基于网络的预测甲状腺癌患者肺转移总生存期和癌症特异性生存期的模型:一项基于监测、流行病学和最终结果(SEER)数据库及中国队列的研究
Web-based prediction models for predicting overall survival and cancer specific survival in lung metastasis of patients with thyroid cancer: a study based on the SEER database and a Chinese cohort.
作者信息
Yin Fangxu, Wang Song, Jiang Ziying, Tong Yunbin, Han Lu, Sun Wei, Wang Chengmeng, Sun Daqing
机构信息
Department of Pediatric Surgery, Tianjin Medical University General Hospital, Tianjin, China.
Department of Lung Cancer, Tianjin Medical University Cancer Institute and Hospital, National Clinical Research Center for Cancer, Key Laboratory of Cancer Prevention and Therapy, Tianjin's Clinical Research Center for Cancer, Tianjin Lung Cancer Center, Tianjin, China.
出版信息
J Cancer. 2024 Nov 4;15(20):6768-6783. doi: 10.7150/jca.103542. eCollection 2024.
The current high incidence of thyroid cancer (TC) is usually accompanied by poor prognosis of patients who also develop lung metastasis. Therefore, the present study aimed to develop a survival prediction model to guide clinical decision-making. This study retrospectively analyzed 679 patients with TCLM from 2010 to 2015 using the Surveillance, Epidemiology, and End Results (SEER) database. The external validation cohort consisted of 48 patients from Tianjin Medical University General Hospital (TMUGP) and Tianjin Cancer Hospital (TCH). Cox proportional risk regression models were used to analyze prognostic influences on patients and the screened variables were used to build the survival prediction models. The present study used the C-index, time-dependent ROC curves, calibration curves, and decision curve analysis (DCA) were used to assess the performance of the nomogram models. The Cox proportional risk regression model analysis identified independent prognostic factors in patients with TCLM. In the training cohort, the C-index of the nomogram in predicting the overall survival (OS) was 0.813, cancer specific survival (CSS) was 0.822. The area under the receiver operator characteristics curve (AUC) values of the nomogram in prediction of the 1, 3, and 5-year OS were 0.884, 0.879 and 0.883. The AUC values for prediction of the 1, 3, and 5-year CSS were 0.887, 0.885 and 0.886. The C-index, time-dependent ROC curve, calibration curve, and DCA for the training group, internal validation group, and external validation group showed that the Nomogram had a clear advantage. In this study, two new nomograms were constructed to predict the risk of TCLM patients. The nomograms can be applied in clinical practice to help clinicians assess patient prognosis.

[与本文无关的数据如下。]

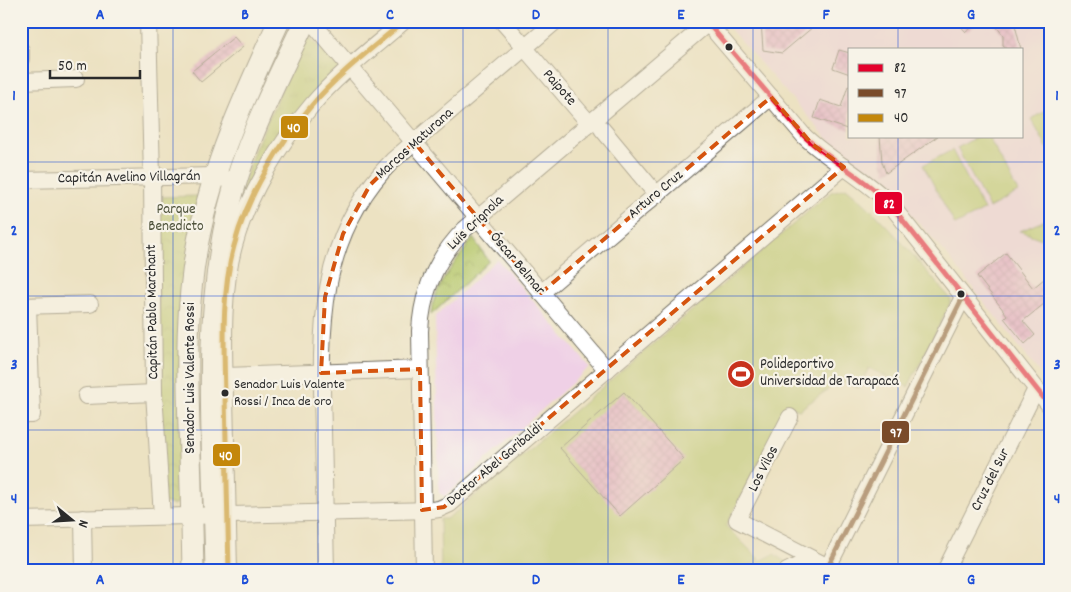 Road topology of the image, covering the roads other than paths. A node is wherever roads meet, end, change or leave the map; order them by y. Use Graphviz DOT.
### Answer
graph roads {
  1 [pos="148,21"];
  2 [pos="279,21"];
  3 [pos="305,21"];
  4 [pos="311,21"];
  5 [pos="404,21"];
  6 [pos="502,21"];
  7 [pos="556,21"];
  8 [pos="707,22"];
  9 [pos="21,50"];
  10 [pos="527,50"];
  11 [pos="21,59"];
  12 [pos="350,67"];
  13 [pos="76,79"];
  14 [pos="21,81"];
  15 [pos="771,98"];
  16 [pos="595,126"];
  17 [pos="414,142"];
  18 [pos="844,167"];
  19 [pos="214,176"];
  20 [pos="152,177"];
  21 [pos="21,180"];
  22 [pos="236,182"];
  23 [pos="656,195"];
  24 [pos="478,218"];
  25 [pos="542,293"];
  26 [pos="963,297"];
  27 [pos="90,304"];
  28 [pos="25,306"];
  29 [pos="420,369"];
  30 [pos="607,370"];
  31 [pos="321,373"];
  32 [pos="225,376"];
  33 [pos="1036,389"];
  34 [pos="154,393"];
  35 [pos="86,396"];
  36 [pos="1050,406"];
  37 [pos="21,415"];
  38 [pos="790,417"];
  39 [pos="422,510"];
  40 [pos="325,512"];
  41 [pos="192,515"];
  42 [pos="221,515"];
  43 [pos="162,516"];
  44 [pos="83,518"];
  45 [pos="21,520"];
  46 [pos="812,559"];
  47 [pos="832,569"];
  48 [pos="84,571"];
  49 [pos="193,571"];
  50 [pos="216,571"];
  51 [pos="229,571"];
  52 [pos="326,571"];
  53 [pos="424,571"];
  54 [pos="787,571"];
  55 [pos="945,571"];
  1 -- 20 [label="street, Capitán Pablo Marchant"];
  2 -- 19 [label="main road, Senador Luis Valente Rossi"];
  3 -- 22 [label="main road, Senador Luis Valente Rossi"];
  4 -- 12 [label="street, Óscar Belmar"];
  5 -- 12 [label="street"];
  6 -- 10 [label="street, Paipote"];
  7 -- 10 [label="street, Marcos Maturana"];
  8 -- 15 [label="street"];
  8 -- 16 [label="street, Luis Crignola"];
  9 -- 11 [label="street"];
  10 -- 16 [label="street, Paipote"];
  10 -- 17 [label="street, Marcos Maturana"];
  12 -- 17 [label="street, Óscar Belmar"];
  12 -- 32 [label="street"];
  13 -- 14 [label="street"];
  15 -- 18 [label="street"];
  15 -- 23 [label="street, Arturo Cruz"];
  16 -- 23 [label="street, Paipote"];
  16 -- 24 [label="street, Luis Crignola"];
  17 -- 24 [label="street, Óscar Belmar"];
  17 -- 31 [label="street, Marcos Maturana"];
  18 -- 26 [label="street"];
  18 -- 30 [label="street, Doctor Abel Garibaldi"];
  19 -- 20 [label="street, Capitán Avelino Villagrán"];
  19 -- 22 [label="street, Capitán Avelino Villagrán"];
  19 -- 41 [label="main road, Senador Luis Valente Rossi"];
  20 -- 21 [label="street, Capitán Avelino Villagrán"];
  20 -- 34 [label="street, Capitán Pablo Marchant"];
  22 -- 42 [label="main road, Senador Luis Valente Rossi"];
  23 -- 25 [label="street, Arturo Cruz"];
  24 -- 25 [label="street, Óscar Belmar"];
  24 -- 29 [label="street, Luis Crignola"];
  25 -- 30 [label="street, Óscar Belmar"];
  26 -- 33 [label="street"];
  26 -- 47 [label="street"];
  27 -- 28 [label="street"];
  28 -- 37 [label="street"];
  29 -- 31 [label="street"];
  29 -- 39 [label="street, Luis Crignola"];
  30 -- 39 [label="street, Doctor Abel Garibaldi"];
  31 -- 32 [label="street"];
  31 -- 40 [label="street, Marcos Maturana"];
  32 -- 42 [label="street"];
  33 -- 36 [label="street"];
  33 -- 55 [label="street, Cruz del Sur"];
  34 -- 35 [label="street, Capitán Pablo Marchant"];
  34 -- 43 [label="street, Capitán Pablo Marchant"];
  38 -- 46 [label="street, Los Vilos"];
  39 -- 40 [label="street, Doctor Abel Garibaldi"];
  39 -- 53 [label="street, Luis Crignola"];
  40 -- 42 [label="street, Doctor Abel Garibaldi"];
  40 -- 52 [label="street, Marcos Maturana"];
  41 -- 42 [label="street, Doctor Abel Garibaldi"];
  41 -- 43 [label="street, Doctor Abel Garibaldi"];
  41 -- 49 [label="main road, Senador Luis Valente Rossi"];
  42 -- 50 [label="main road, Senador Luis Valente Rossi"];
  42 -- 51 [label="street"];
  43 -- 44 [label="street, Doctor Abel Garibaldi"];
  44 -- 45 [label="street, Doctor Abel Garibaldi"];
  44 -- 48 [label="street"];
  46 -- 47 [label="street"];
  46 -- 54 [label="street"];
}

目前甲状腺癌(TC)的高发病率通常伴随着发生肺转移患者的预后不良。因此,本研究旨在建立一种生存预测模型以指导临床决策。本研究使用监测、流行病学和最终结果(SEER)数据库对2010年至2015年的679例甲状腺癌肺转移(TCLM)患者进行回顾性分析。外部验证队列由来自天津医科大学总医院(TMUGP)和天津医科大学肿瘤医院(TCH)的48例患者组成。采用Cox比例风险回归模型分析对患者的预后影响,并将筛选出的变量用于构建生存预测模型。本研究使用C指数、时间依赖性ROC曲线、校准曲线和决策曲线分析(DCA)来评估列线图模型的性能。Cox比例风险回归模型分析确定了TCLM患者的独立预后因素。在训练队列中,列线图预测总生存(OS)的C指数为0.813,癌症特异性生存(CSS)为0.822。列线图预测1、3和5年OS的受试者工作特征曲线(AUC)下面积值分别为0.884、0.879和0.883。预测1、3和5年CSS的AUC值分别为0.887、0.885和0.886。训练组、内部验证组和外部验证组的C指数、时间依赖性ROC曲线、校准曲线和DCA显示列线图具有明显优势。在本研究中,构建了两个新的列线图以预测TCLM患者的风险。这些列线图可应用于临床实践,以帮助临床医生评估患者预后。